| Data records |

----------

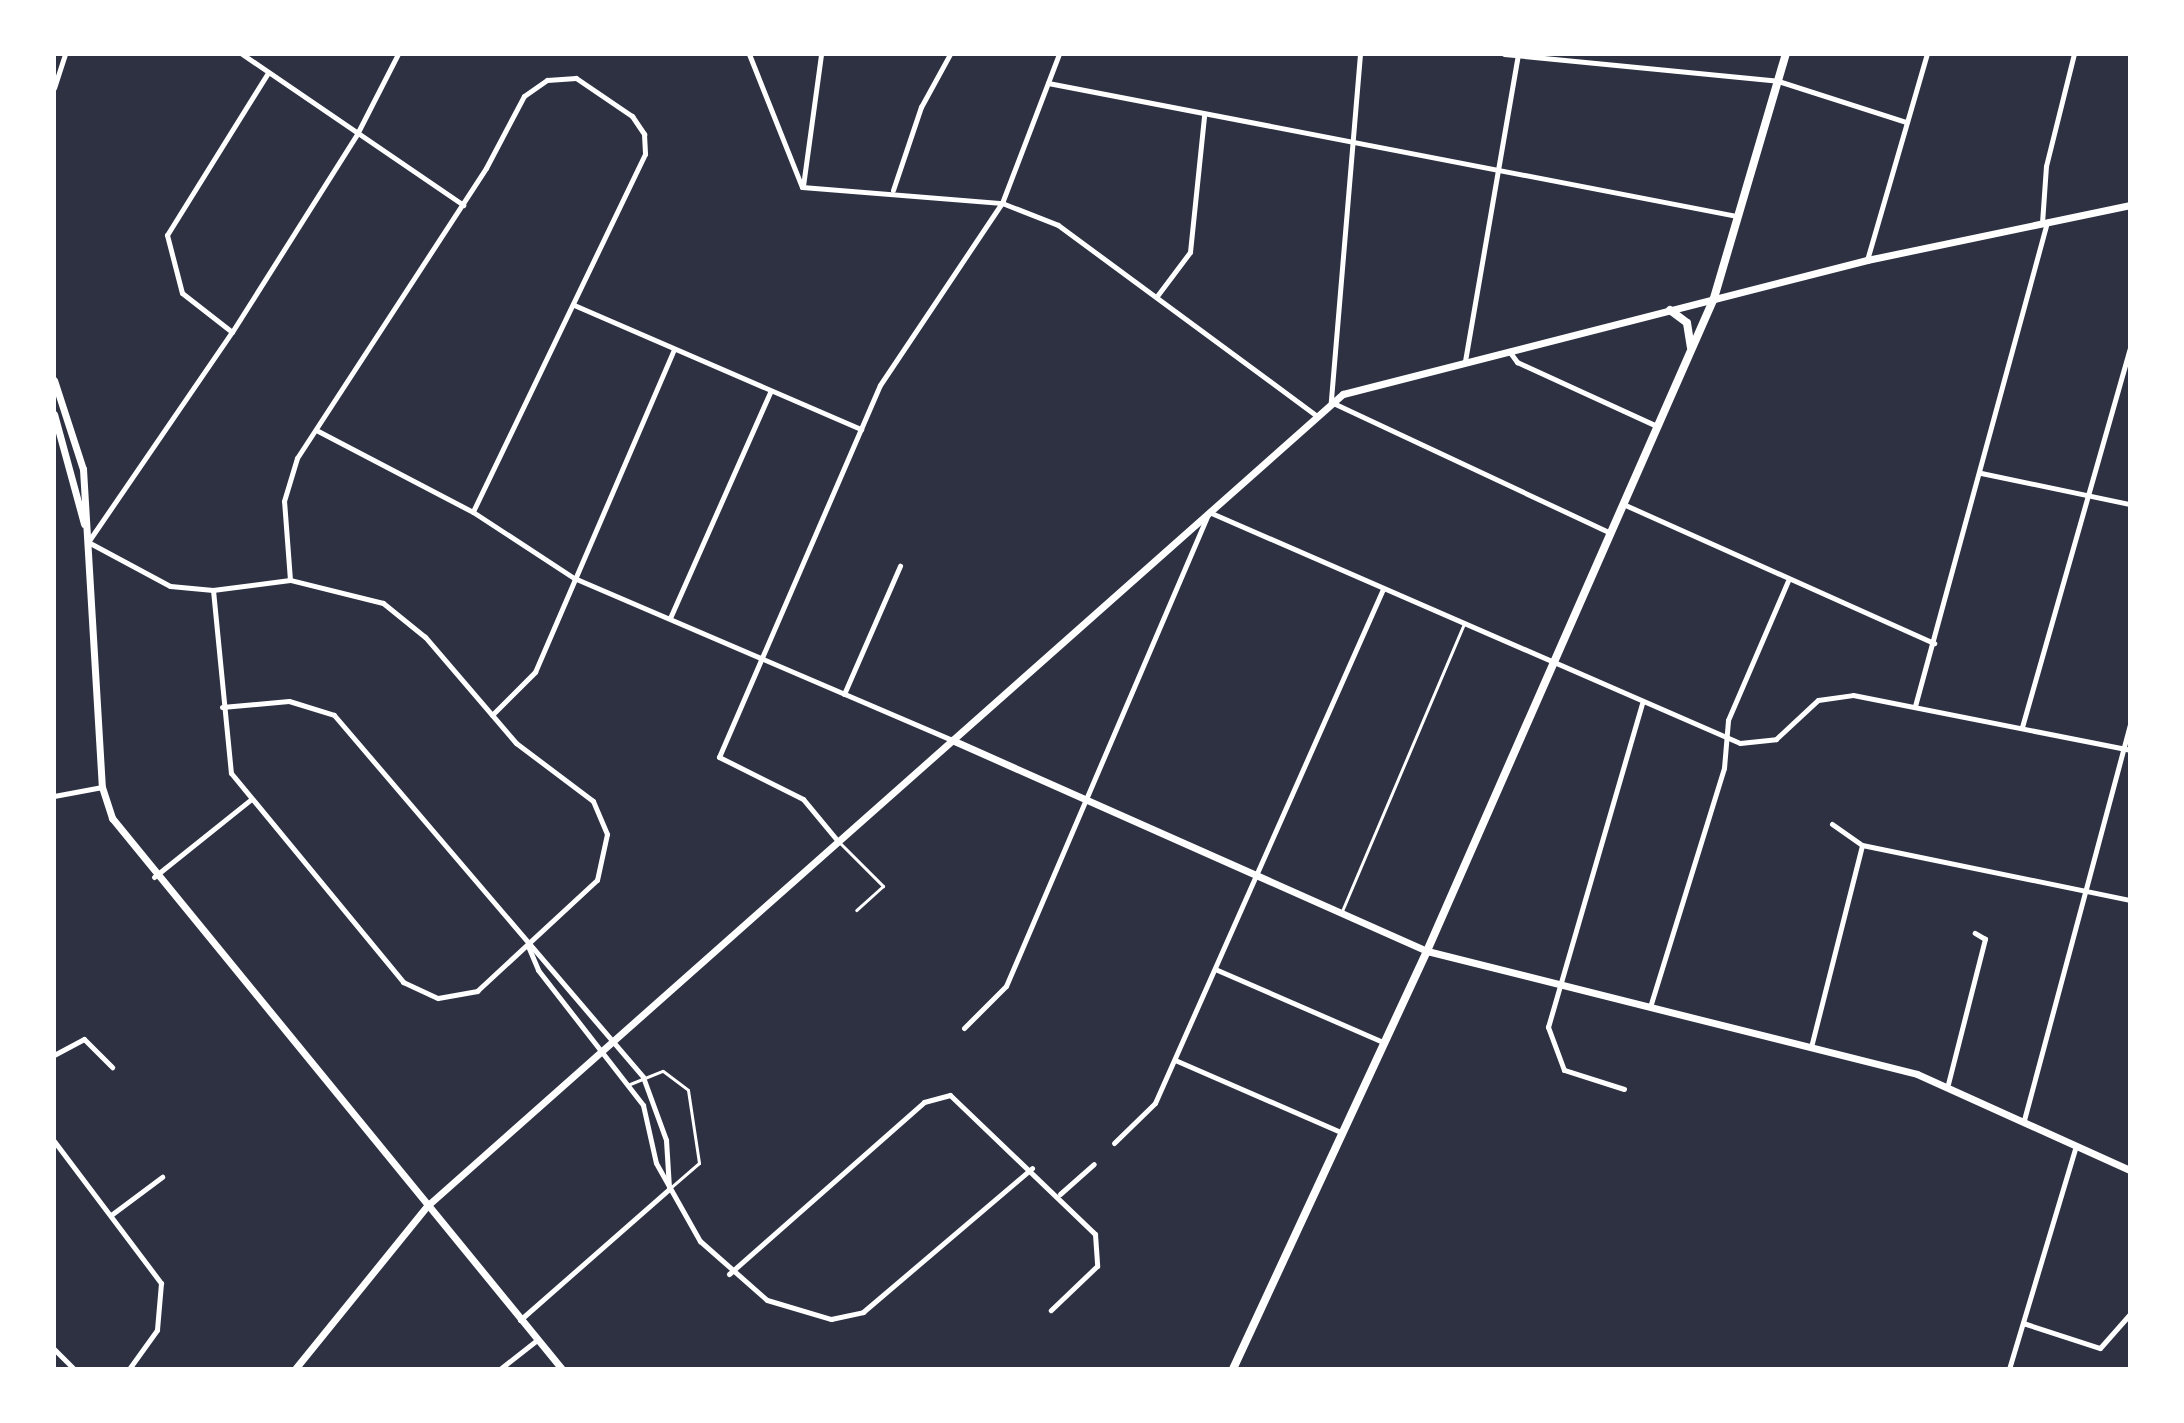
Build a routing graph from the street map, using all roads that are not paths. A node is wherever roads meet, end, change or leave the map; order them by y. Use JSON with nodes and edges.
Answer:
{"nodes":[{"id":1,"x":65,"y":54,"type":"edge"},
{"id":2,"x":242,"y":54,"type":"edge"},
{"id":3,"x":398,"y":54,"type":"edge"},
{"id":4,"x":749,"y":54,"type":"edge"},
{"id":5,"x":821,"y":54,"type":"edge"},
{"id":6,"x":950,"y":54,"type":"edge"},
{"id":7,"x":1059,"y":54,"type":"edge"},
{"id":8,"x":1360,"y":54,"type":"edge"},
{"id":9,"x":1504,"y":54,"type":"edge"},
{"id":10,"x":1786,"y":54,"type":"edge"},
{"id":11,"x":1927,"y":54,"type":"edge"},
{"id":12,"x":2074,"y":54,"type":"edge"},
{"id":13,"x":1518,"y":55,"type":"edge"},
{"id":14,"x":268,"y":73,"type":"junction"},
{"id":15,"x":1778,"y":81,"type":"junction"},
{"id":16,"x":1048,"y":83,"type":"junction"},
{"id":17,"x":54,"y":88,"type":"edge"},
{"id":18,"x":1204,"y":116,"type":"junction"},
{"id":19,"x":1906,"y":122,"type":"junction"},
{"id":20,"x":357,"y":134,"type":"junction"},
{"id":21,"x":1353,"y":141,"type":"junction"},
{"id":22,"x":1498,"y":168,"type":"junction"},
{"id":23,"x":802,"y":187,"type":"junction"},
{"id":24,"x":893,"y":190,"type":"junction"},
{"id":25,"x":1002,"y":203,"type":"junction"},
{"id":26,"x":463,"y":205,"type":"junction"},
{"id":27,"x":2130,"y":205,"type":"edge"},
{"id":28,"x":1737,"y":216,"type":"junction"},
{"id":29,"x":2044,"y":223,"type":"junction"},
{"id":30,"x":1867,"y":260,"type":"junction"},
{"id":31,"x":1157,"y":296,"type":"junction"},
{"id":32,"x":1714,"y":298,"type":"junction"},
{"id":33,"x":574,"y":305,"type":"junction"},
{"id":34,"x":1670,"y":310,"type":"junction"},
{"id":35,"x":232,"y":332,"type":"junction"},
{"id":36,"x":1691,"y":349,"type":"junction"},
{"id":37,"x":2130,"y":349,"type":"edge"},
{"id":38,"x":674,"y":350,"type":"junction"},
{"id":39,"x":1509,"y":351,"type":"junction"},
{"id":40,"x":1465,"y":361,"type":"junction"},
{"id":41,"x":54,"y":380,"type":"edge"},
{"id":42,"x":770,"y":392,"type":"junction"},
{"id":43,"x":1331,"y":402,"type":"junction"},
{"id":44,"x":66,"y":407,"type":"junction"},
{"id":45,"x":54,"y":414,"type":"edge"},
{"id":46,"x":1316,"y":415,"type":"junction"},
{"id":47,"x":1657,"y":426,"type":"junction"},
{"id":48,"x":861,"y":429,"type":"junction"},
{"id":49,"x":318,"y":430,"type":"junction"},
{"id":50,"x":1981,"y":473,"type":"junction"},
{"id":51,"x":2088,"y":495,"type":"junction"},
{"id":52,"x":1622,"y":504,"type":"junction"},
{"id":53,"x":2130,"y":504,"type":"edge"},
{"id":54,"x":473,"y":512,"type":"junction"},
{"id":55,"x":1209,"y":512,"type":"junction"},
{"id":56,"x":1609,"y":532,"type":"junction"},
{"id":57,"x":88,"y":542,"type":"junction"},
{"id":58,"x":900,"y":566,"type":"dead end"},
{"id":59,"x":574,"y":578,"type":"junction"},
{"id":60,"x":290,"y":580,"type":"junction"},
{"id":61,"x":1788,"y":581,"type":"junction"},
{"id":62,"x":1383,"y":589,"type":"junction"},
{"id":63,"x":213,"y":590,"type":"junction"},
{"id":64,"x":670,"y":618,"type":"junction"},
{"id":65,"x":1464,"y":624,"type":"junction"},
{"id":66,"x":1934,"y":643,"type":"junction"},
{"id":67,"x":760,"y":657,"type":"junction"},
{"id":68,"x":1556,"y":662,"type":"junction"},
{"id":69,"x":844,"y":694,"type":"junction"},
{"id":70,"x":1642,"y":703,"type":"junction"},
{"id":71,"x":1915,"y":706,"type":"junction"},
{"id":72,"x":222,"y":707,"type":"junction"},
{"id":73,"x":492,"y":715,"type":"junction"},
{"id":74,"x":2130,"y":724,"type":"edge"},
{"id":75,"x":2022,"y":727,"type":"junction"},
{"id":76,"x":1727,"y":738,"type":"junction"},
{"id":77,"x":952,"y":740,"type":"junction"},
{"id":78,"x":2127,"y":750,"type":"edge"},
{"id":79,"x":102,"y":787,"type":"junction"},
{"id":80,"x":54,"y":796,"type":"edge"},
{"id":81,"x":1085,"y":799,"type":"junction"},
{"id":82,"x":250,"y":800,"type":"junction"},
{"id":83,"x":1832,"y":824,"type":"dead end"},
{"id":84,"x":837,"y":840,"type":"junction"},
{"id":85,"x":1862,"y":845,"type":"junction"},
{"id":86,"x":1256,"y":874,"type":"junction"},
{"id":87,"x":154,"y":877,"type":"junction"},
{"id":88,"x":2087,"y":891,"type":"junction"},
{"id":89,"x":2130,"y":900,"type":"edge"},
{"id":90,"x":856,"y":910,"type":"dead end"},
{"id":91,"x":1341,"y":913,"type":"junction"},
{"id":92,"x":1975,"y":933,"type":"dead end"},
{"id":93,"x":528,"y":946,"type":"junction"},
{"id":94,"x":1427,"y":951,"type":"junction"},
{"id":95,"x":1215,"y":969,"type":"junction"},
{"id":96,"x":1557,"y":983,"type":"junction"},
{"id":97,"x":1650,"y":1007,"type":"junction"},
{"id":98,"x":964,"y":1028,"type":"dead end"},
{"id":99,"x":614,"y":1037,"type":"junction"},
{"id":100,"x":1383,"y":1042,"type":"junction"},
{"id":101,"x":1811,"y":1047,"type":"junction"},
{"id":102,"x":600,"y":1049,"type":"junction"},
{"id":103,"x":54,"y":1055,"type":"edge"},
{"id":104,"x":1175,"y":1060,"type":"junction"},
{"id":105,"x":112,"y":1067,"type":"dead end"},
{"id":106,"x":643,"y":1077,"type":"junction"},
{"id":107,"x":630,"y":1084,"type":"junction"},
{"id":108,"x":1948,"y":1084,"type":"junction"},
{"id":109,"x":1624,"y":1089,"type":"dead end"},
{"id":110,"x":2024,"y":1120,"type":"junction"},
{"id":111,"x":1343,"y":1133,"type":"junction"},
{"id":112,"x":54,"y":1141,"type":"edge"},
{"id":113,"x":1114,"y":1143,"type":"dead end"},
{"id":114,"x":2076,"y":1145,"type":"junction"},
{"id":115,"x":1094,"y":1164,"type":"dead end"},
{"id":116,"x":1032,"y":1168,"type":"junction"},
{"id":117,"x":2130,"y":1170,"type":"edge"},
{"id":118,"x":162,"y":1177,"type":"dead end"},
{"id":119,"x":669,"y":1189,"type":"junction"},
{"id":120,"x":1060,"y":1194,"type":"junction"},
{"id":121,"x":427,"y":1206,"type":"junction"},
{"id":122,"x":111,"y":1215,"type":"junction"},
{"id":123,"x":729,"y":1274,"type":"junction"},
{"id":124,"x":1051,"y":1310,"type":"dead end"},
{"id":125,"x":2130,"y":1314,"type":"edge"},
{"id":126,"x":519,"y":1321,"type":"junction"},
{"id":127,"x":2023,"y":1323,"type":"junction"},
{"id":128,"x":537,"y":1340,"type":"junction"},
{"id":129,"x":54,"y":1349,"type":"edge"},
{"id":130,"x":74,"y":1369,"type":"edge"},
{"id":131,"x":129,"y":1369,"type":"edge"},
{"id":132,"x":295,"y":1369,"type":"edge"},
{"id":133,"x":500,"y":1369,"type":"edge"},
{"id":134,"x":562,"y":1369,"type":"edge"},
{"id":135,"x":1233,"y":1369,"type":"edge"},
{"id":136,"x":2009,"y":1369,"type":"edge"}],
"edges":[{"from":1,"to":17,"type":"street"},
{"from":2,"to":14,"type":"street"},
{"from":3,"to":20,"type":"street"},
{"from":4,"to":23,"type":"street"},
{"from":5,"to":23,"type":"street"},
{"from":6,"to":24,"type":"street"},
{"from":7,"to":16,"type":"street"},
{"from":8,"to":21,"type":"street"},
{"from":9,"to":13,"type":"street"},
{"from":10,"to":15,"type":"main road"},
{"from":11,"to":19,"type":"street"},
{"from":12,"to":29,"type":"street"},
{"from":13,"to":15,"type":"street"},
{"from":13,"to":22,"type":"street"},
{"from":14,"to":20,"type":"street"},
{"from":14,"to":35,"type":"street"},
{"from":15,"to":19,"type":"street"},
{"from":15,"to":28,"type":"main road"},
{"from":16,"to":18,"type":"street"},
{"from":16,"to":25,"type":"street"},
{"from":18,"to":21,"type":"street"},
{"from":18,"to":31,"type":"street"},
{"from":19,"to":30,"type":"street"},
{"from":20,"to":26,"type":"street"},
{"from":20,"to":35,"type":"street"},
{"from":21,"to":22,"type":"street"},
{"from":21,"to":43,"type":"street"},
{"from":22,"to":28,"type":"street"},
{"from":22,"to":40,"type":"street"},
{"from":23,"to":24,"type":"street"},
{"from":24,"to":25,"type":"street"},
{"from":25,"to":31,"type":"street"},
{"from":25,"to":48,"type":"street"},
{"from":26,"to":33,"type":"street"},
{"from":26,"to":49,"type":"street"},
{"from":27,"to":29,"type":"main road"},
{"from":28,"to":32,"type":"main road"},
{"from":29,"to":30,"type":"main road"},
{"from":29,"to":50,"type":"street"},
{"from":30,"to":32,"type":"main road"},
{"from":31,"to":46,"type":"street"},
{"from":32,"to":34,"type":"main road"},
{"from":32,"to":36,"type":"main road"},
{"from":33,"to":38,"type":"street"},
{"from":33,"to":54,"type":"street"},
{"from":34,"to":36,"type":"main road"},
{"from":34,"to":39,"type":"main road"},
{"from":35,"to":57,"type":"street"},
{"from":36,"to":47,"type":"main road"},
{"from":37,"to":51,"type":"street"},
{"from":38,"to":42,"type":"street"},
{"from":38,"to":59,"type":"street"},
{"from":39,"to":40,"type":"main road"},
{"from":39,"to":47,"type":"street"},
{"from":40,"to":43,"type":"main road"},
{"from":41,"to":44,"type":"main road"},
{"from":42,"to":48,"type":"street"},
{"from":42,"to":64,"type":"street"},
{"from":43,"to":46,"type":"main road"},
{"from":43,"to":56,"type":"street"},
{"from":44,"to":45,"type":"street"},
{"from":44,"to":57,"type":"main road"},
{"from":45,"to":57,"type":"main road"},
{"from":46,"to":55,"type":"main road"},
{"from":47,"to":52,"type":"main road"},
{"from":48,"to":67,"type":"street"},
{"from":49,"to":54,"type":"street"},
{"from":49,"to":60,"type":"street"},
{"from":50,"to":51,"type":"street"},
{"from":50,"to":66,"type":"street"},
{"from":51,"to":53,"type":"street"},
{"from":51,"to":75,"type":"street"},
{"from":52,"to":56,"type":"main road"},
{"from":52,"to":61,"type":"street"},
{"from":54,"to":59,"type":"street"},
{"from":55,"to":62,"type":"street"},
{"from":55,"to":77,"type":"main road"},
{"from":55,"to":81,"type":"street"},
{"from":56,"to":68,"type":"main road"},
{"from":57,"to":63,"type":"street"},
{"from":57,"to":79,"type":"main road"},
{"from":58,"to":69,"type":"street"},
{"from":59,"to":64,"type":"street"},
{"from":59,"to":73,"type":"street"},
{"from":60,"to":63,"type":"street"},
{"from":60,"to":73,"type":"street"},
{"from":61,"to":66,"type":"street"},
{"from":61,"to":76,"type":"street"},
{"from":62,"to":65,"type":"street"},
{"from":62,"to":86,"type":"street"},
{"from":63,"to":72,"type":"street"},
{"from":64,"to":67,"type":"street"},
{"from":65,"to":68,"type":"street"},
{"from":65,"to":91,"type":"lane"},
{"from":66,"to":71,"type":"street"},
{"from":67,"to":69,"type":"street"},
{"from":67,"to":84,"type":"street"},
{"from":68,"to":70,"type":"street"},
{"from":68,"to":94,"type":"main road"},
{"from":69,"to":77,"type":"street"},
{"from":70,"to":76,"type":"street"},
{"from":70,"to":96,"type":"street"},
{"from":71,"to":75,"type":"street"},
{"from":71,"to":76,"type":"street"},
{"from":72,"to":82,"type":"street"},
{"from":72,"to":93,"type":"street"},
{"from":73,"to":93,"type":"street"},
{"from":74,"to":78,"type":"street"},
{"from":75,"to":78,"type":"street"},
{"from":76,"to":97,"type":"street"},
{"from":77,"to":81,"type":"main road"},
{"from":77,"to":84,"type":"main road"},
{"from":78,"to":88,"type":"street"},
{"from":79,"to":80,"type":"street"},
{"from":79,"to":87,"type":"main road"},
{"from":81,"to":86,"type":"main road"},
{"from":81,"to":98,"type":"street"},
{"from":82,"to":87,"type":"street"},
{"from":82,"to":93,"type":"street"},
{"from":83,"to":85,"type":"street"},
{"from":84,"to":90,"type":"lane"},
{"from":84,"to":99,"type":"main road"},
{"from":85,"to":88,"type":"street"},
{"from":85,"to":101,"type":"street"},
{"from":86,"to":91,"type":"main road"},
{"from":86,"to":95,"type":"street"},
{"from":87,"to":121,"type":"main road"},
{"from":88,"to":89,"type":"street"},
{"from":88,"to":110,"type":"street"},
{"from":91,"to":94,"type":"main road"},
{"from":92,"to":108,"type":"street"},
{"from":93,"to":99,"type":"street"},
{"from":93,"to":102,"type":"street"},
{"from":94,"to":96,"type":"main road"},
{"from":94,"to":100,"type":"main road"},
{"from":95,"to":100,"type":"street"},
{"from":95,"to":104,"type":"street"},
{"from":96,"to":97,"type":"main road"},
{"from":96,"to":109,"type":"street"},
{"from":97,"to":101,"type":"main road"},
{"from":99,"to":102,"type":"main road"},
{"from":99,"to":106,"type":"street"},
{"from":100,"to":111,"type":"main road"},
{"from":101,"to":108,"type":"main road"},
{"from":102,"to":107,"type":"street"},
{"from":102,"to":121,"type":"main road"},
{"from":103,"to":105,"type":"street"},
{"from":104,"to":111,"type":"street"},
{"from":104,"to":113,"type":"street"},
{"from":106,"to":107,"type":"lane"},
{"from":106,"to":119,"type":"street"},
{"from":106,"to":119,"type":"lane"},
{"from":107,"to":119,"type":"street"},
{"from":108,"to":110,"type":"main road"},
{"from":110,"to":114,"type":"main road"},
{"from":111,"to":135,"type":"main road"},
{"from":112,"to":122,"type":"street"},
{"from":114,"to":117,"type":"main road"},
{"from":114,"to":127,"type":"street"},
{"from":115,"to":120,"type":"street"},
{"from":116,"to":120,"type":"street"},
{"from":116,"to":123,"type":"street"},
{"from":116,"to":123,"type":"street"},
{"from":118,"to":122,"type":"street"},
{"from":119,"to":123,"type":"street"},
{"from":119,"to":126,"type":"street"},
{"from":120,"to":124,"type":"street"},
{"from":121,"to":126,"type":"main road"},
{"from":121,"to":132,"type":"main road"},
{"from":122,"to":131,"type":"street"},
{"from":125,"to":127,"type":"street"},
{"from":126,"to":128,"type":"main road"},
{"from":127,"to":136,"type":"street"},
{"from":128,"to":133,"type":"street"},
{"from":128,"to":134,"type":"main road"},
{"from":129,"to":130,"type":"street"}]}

----------

| What to work on |
Exactly how many lines in the data above contain the word "edges"? Respond with the number and nothing more.

| Result below |
2